I just want to have a lot of it, whatever it is. Because every once in a while I’ll be in the unfortunate situation where I really want coffee, but I don’t have any. Like just right now. I don’t know how it slipped my mind, but I was out on Long Island visiting my in-laws, and I knew that I needed to get some more coffee on my way back. But I didn’t. And I needed some.

I weighed my options. It was late. Did I feel like walking around to the myriad Starbucks and Dunkin Donuts by my place? Which one might be open at this hour? Should I go to the grocery store and buy some beans? Or would that turn into a full-blown shopping trip? What were my options?

Maybe there was some emergency coffee lying around somewhere, some Folger’s Crystals, something. In the back of one of the kitchen cabinets, I found a sealed box of tea bags, earl grey. Would this help? Could I get what I get out of coffee by drinking a few cups of tea?

It was worth a shot. But everything about the tea making process took forever. The waiting for the water to boil. The waiting for the tea to steep. The waiting for the boiling tea to cool down somewhat. It’s so much easier to press a button on the coffee maker, like I don’t have to be conscious of each painfully long step.

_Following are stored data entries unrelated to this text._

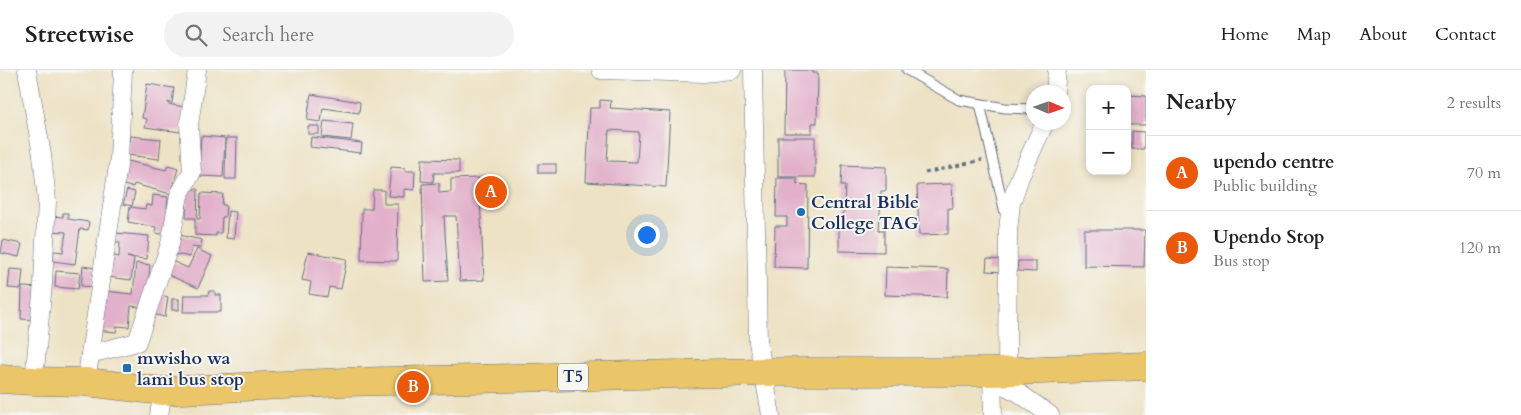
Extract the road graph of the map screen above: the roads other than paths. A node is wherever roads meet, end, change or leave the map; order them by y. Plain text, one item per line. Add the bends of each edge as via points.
1 (123, 70) edge
2 (197, 70) edge
3 (601, 70) edge
4 (732, 70) edge
5 (753, 70) edge
6 (907, 70) edge
7 (1058, 70) edge
8 (29, 73) edge
9 (1056, 85) edge
10 (980, 104) junction
11 (1026, 109) edge
12 (1041, 130) edge
13 (1009, 228) junction
14 (90, 354) junction
15 (1146, 366) edge
16 (762, 372) junction
17 (997, 374) junction
18 (0, 379) edge
19 (34, 381) junction
20 (86, 382) junction
21 (161, 403) edge
22 (771, 415) edge
23 (993, 415) edge
24 (1050, 415) edge

1 - 14 street via 119,159
2 - 14 street via 189,125 192,172 179,195 170,244 137,342
3 - 4 street via 704,73
5 - 16 street via 758,342
6 - 10 lane via 959,100
7 - 9 street
8 - 19 street via 47,208
10 - 11 lane
10 - 13 lane
12 - 13 street via 1014,192
13 - 17 street
14 - 20 street
15 - 17 highway, T5
16 - 17 highway, T5
16 - 21 highway, T5 via 344,382
16 - 22 street
17 - 23 street
17 - 24 street
18 - 19 highway, T5
19 - 20 highway, T5
20 - 21 highway, T5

And then I finally got to drinking my earl grey. What is that taste, bergamot? It’s like citrusy and floral. It’s not unpleasant, but it’s nothing like drinking a cup of coffee. I’d never tried tea with milk, but I figured it was worth a shot. It made the drink a little smoother, but I don’t know, it wasn’t like a cup of coffee with milk.

I finished that cup and poured another dose of hot water over a fresh tea bag. Nothing bothers me more than watching someone try to make a second cup of tea out of a used tea bag. Sure, it turns brown, but there’s no way that whatever’s in that cup is anything close to a full-strength cup of tea. It’s like, if I ran hot water over some used coffee grinds, I’m sure I’d get something, a cup of hot brown liquid, but nothing that I’d like to actually drink.

Toward the end of the second cup, I started to feel it, the buzz that started in the base of my neck, shooting subtle pulses of pleasure and relief as it spread upward around the top of my skull. I was seriously worried, because even though I know tea has caffeine, I didn’t really expect to feel anything. It’s like, I drink Coca-Cola, but I never detect even the slightest hint of caffeine.

But no, this was good. I was enjoying this. Everything was going to be OK. Would I change my daily routine and maybe add tea to the mix? Of course not. This was a desperate times, desperate measures emergency maneuver, nothing more. Still, I couldn’t deny that a part of me was enjoying it, just ever so slightly. I felt like Captain Picard, after a long day, I’d walk into my ready room and tell the replicator simply, “Tea. Earl grey. Hot.”

But yeah, tomorrow, definitely I’ve got to get more coffee. A lot more. No, even more than that.